Crompton Greaves Consumer Electricals scrip has lagged that of peer Havells India in the past one month as investors cheered acquisition of Lloyd Electric’s consumer durables business by the latter. Part of this weakness can be attributed to profit-booking following a 52 per cent surge over the past one year, outperforming Havells’ 25 per cent gains. But, even after this, Crompton trades at a discount to Havells. Currently, Crompton trades at 37 times the FY18 estimated consolidated earnings as against 42 times for Havells. Experts believe this valuation gap between the two stocks is not justified and should normalise. Naveen Trivedi, analyst at HDFC Securities, says, "At current levels, we believe Crompton has an upside potential of 18-20 per cent, higher than that of Havells (four per cent). I believe both the companies should trade at similar valuations.”
Operationally as well, there are a few factors making Crompton a preferred bet of most investors. First, the company derives about 60 per cent of its revenues from brands that enjoy top position in their respective categories (including fans, lighting and residential pumps). This metric stands at less than 10 per cent in the case of Havells.
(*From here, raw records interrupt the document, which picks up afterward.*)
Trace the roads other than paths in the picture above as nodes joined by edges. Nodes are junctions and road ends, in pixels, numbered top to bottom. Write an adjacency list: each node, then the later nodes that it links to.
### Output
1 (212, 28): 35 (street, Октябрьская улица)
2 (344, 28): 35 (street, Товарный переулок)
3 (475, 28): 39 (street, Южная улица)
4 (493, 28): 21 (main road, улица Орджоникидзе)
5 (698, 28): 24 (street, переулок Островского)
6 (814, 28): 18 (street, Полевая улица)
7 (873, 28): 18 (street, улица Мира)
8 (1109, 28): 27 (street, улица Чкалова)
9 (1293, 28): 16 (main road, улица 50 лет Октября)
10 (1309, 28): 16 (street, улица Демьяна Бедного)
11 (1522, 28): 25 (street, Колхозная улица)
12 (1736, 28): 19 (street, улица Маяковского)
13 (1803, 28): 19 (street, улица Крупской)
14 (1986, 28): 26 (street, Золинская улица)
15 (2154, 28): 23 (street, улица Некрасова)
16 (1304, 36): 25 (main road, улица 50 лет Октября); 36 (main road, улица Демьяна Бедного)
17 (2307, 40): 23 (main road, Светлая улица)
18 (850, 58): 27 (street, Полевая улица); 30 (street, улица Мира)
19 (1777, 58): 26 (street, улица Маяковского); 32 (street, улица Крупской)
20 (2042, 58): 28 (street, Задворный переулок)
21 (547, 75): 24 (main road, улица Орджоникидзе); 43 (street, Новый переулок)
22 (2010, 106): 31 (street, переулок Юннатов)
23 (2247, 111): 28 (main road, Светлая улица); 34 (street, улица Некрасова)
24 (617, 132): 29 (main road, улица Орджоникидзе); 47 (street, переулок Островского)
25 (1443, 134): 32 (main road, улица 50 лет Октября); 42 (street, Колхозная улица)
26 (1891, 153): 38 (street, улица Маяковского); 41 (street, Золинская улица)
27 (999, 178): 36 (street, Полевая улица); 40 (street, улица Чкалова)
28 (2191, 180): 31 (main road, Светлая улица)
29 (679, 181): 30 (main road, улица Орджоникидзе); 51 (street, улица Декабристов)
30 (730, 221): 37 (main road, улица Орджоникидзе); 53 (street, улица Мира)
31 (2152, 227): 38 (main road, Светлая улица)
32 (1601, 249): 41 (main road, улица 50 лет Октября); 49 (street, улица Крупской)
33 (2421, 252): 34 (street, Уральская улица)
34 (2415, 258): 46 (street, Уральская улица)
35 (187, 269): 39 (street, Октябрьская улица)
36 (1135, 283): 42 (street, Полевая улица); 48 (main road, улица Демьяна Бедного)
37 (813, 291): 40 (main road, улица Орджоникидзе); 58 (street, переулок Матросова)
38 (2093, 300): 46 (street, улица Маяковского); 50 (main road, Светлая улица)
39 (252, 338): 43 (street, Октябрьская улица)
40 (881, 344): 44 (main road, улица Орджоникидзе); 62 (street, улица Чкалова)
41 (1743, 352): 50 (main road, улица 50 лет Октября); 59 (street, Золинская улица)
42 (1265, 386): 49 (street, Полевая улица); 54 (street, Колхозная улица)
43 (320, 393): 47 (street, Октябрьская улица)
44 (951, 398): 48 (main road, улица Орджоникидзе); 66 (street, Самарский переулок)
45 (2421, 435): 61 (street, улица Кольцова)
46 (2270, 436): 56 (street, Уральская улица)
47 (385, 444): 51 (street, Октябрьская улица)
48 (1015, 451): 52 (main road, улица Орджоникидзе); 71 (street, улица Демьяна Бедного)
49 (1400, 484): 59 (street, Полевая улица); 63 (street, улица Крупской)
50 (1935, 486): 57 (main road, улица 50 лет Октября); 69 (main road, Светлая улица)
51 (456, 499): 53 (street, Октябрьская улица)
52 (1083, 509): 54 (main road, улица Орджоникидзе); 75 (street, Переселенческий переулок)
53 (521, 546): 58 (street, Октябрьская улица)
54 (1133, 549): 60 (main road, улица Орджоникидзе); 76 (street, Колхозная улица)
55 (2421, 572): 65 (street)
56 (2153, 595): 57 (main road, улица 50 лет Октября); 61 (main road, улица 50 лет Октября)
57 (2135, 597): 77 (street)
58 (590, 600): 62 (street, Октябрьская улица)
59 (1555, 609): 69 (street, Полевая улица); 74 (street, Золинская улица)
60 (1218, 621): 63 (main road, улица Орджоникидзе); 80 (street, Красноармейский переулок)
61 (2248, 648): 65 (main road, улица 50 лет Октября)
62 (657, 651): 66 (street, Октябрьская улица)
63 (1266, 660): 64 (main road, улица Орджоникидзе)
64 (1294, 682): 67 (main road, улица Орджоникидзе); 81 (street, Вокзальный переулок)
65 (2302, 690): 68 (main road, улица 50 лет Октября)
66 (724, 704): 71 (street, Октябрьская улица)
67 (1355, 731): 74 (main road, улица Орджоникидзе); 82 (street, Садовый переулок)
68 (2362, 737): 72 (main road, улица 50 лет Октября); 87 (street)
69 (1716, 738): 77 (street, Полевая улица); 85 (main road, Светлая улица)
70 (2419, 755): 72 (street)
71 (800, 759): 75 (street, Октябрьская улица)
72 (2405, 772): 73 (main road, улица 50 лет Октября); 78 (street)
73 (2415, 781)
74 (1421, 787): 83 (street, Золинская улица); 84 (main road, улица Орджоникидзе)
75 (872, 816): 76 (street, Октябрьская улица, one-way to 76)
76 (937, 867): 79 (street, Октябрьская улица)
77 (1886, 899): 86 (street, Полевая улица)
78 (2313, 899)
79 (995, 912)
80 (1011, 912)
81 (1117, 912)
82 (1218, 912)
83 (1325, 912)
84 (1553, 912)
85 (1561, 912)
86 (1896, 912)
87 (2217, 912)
Besides enabling better control on operating profit margins and growth, a higher contribution from leading brands means that the company will benefit most from premiumisation trends witnessed in these categories, leading to better profitability. Second, Crompton has been growing ahead of the industry in most of its key categories in recent times. Third, Crompton's return on equity is higher than that of Havells.
“The earnings quality of Crompton will continue improving with respect to Havells as the share of higher-margin consumer durables and premium products ramps up. For Havells, we expect no significant improvement in the product mix, as the switch gear segment faces headwinds due to a medium-term slowdown in real estate," say analysts at Nomura. Bloomberg consensus estimate sees Crompton's consolidated earnings growth at 20 per cent over FY17-19, higher than 16 per cent for Havells.
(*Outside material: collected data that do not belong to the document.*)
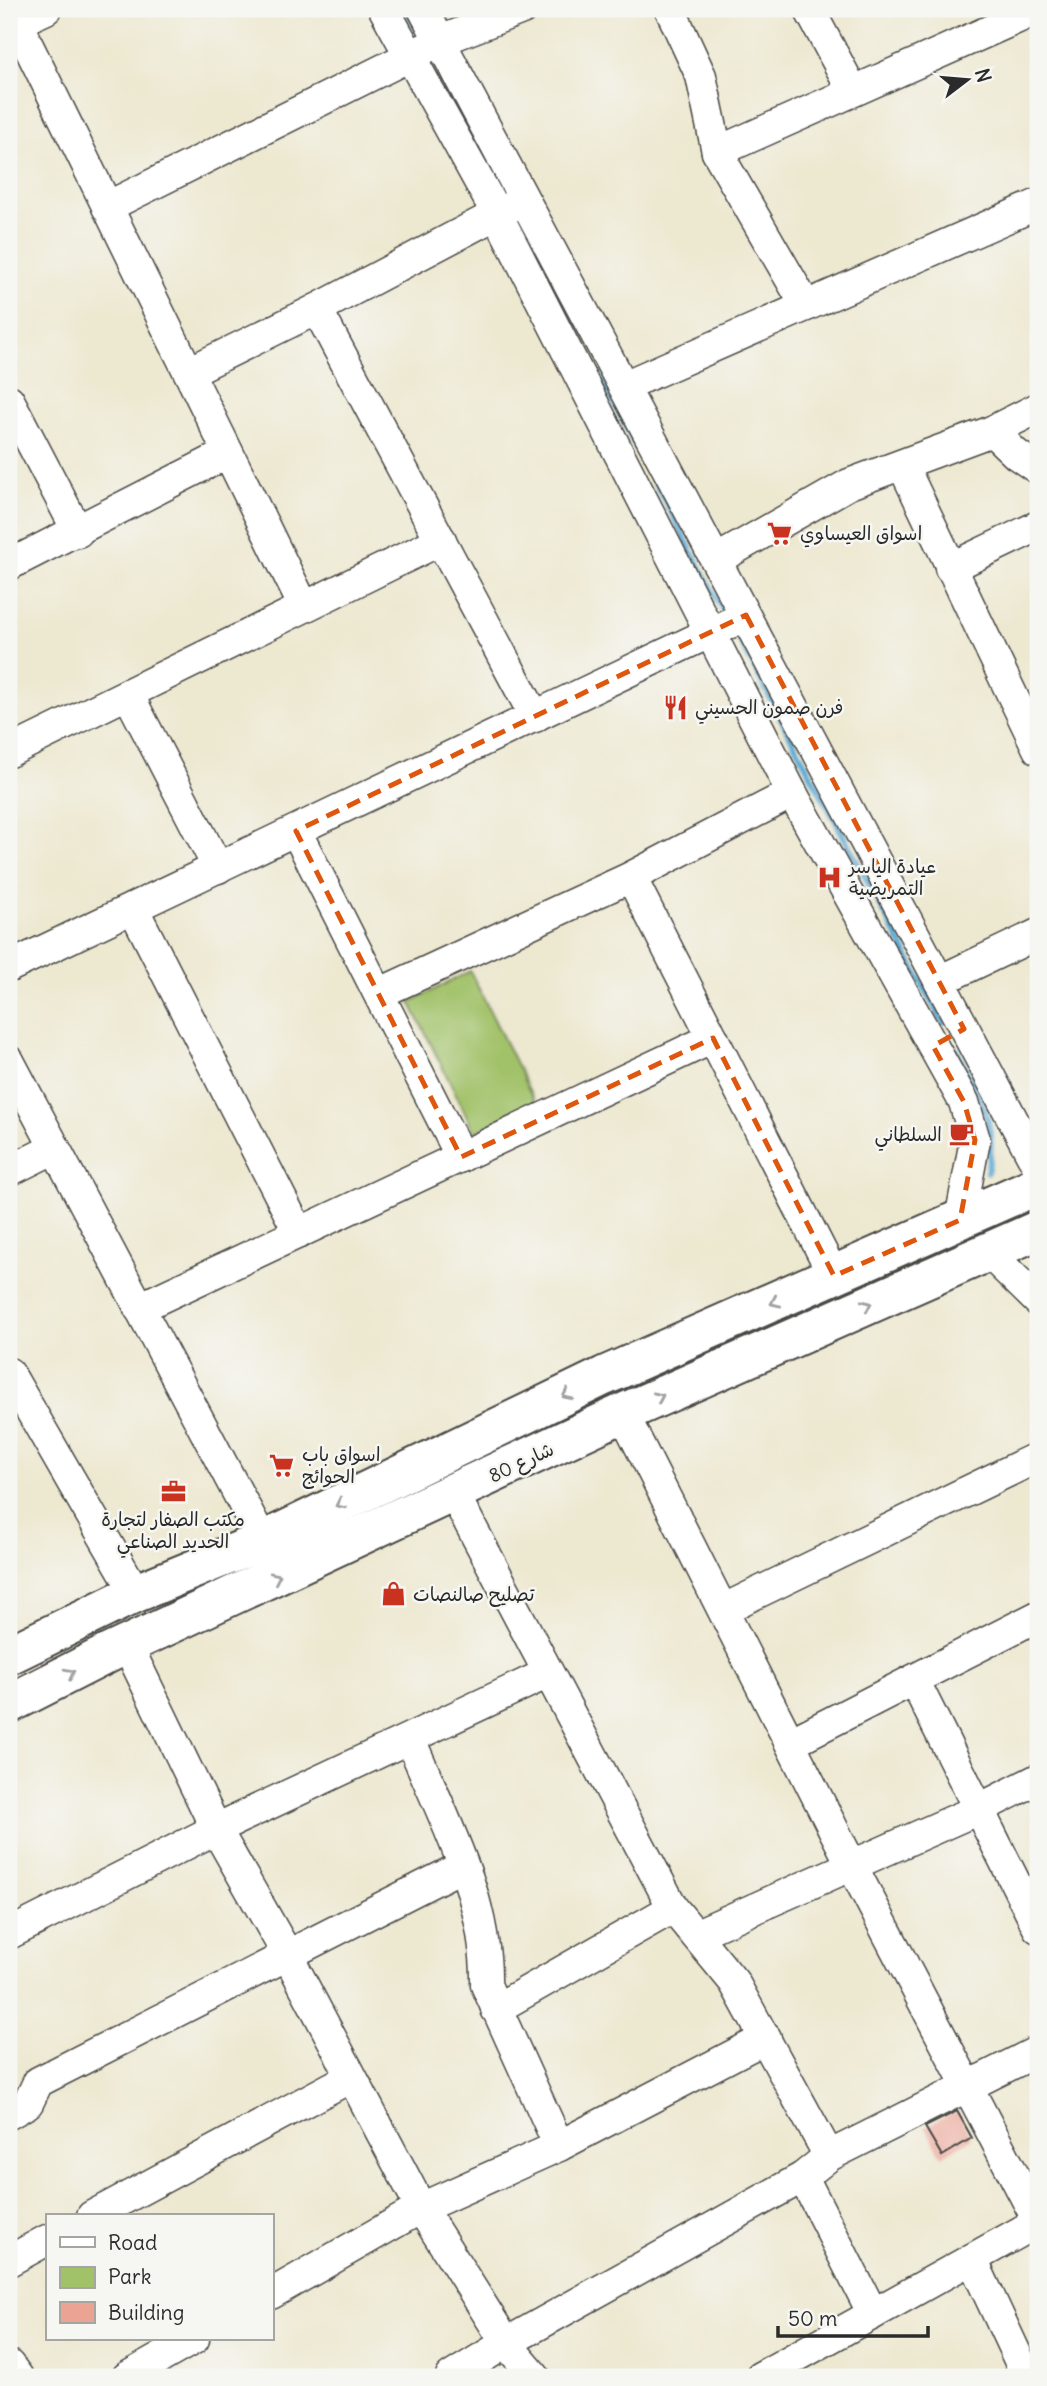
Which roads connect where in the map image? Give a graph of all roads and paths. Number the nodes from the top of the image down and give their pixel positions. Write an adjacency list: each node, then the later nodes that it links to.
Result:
1 (46, 9): 8 (street)
2 (384, 9): 10 (street)
3 (423, 9): 9 (street)
4 (522, 9): 9 (street)
5 (670, 9): 12 (street)
6 (809, 9): 11 (street)
7 (1029, 11): 11 (street)
8 (13, 24): 15 (street)
9 (440, 41): 10 (street); 13 (street)
10 (409, 56): 15 (street); 16 (street)
11 (853, 91): 12 (street)
12 (717, 152): 17 (street)
13 (525, 200): 16 (street); 20 (street)
14 (1038, 204): 17 (street)
15 (107, 207): 19 (street)
16 (497, 214): 18 (street); 35 (street)
17 (806, 306): 20 (street)
18 (317, 309): 19 (street); 29 (street)
19 (191, 371): 24 (street)
20 (624, 386): 30 (street)
21 (9, 400): 28 (street)
22 (1038, 408): 23 (street)
23 (992, 431): 25 (street); 26 (street)
24 (228, 453): 28 (street); 33 (street)
25 (902, 466): 30 (street); 32 (street)
26 (1038, 469)
27 (1038, 526): 32 (street)
28 (78, 532): 31 (street)
29 (441, 540): 33 (street); 37 (street)
30 (716, 560): 34 (street)
31 (9, 565)
32 (950, 568): 38 (street)
33 (304, 607): 36 (street)
34 (746, 615): 35 (street); 47 (street)
35 (711, 632): 37 (street); 40 (street)
36 (128, 694): 39 (street); 42 (street)
37 (535, 717): 41 (street)
38 (1038, 749)
39 (9, 752)
40 (792, 793): 43 (street); 51 (street)
41 (296, 831): 42 (street); 48 (street)
42 (218, 868): 44 (street)
43 (631, 877): 48 (street); 50 (street)
44 (133, 908): 46 (street); 60 (street)
45 (1038, 934): 47 (street)
46 (9, 967)
47 (939, 981): 49 (street)
48 (380, 993): 54 (street)
49 (964, 1029): 51 (street); 55 (street)
50 (713, 1038): 54 (street); 62 (street)
51 (933, 1046): 58 (street)
52 (9, 1060): 53 (street)
53 (55, 1148): 56 (street); 64 (street)
54 (461, 1157): 60 (street)
55 (1038, 1167)
56 (9, 1171)
57 (1038, 1185): 58 (main road, شارع 80)
58 (960, 1220): 62 (main road, شارع 80)
59 (1038, 1230): 61 (main road, شارع 80)
60 (299, 1233): 64 (street)
61 (988, 1252): 63 (street); 66 (main road, شارع 80, one-way to 61)
62 (834, 1276): 69 (main road, شارع 80, one-way to 69)
63 (1038, 1301)
64 (139, 1308): 69 (street)
65 (9, 1373): 70 (street)
66 (623, 1413): 68 (main road, شارع 80); 71 (street)
67 (1038, 1457): 71 (street)
68 (454, 1494): 73 (main road, شارع 80, one-way to 68); 75 (street)
69 (263, 1541): 70 (main road, شارع 80)
70 (136, 1593): 74 (main road, شارع 80)
71 (724, 1609): 79 (street)
72 (1038, 1616): 76 (street)
73 (128, 1647): 77 (main road, شارع 80, one-way to 73); 82 (street)
74 (9, 1655)
75 (547, 1674): 78 (street); 86 (street)
76 (914, 1680): 79 (street); 81 (street)
77 (9, 1704)
78 (410, 1739): 82 (street); 84 (street)
79 (792, 1742): 83 (street)
80 (1038, 1779): 81 (street)
81 (979, 1809): 83 (street); 85 (street)
82 (216, 1829): 88 (street); 90 (street)
83 (851, 1864): 89 (street); 95 (street)
84 (463, 1866): 90 (street); 91 (street)
85 (1028, 1881): 87 (street)
86 (673, 1908): 89 (street); 91 (street)
87 (1038, 1927)
88 (9, 1934)
89 (696, 1934): 92 (street)
90 (287, 1954): 94 (street); 96 (street)
91 (496, 2009): 97 (street)
92 (766, 2038): 97 (street); 98 (street)
93 (1038, 2051): 95 (street)
94 (351, 2077): 100 (street); 101 (street)
95 (967, 2086): 98 (street); 102 (street)
96 (9, 2114)
97 (559, 2146): 100 (street)
98 (829, 2156): 99 (street)
99 (803, 2177): 107 (street); 109 (street)
100 (421, 2208): 106 (street); 109 (street)
101 (96, 2214)
102 (1038, 2222): 104 (street)
103 (46, 2241): 105 (street)
104 (972, 2259): 107 (street); 116 (street)
105 (9, 2261)
106 (273, 2293)
107 (873, 2314): 115 (street)
108 (192, 2340): 112 (street)
109 (506, 2343): 113 (street); 114 (street)
110 (9, 2365): 111 (street)
111 (18, 2377)
112 (127, 2377)
113 (451, 2377)
114 (535, 2377)
115 (760, 2377)
116 (1027, 2377)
Investors, however, must note that while most analysts are positive on both these companies, they believe current valuations tilt the risk-reward in favour of Crompton. While the Lloyd Electric buyout is a strategic fit, some analysts believe it could lead to some near-term pressure for Havells. "Havells’ acquisition of Lloyd Electric might work over the very long term. However, in the near term it should significantly reduce return on capital employed and cash flows for the company, although we believe the earnings impact is negligible," believes Inderjeetsingh Bhatia of Macquarie Securities. The bigger size and its slightly higher operating profit margin are some key positives of Havells, which is also expected to grow at a healthy pace.
Both companies also stand to benefit from the imposition of the goods and services tax as it will secure them gains in market share, particularly from their unorganised counterparts.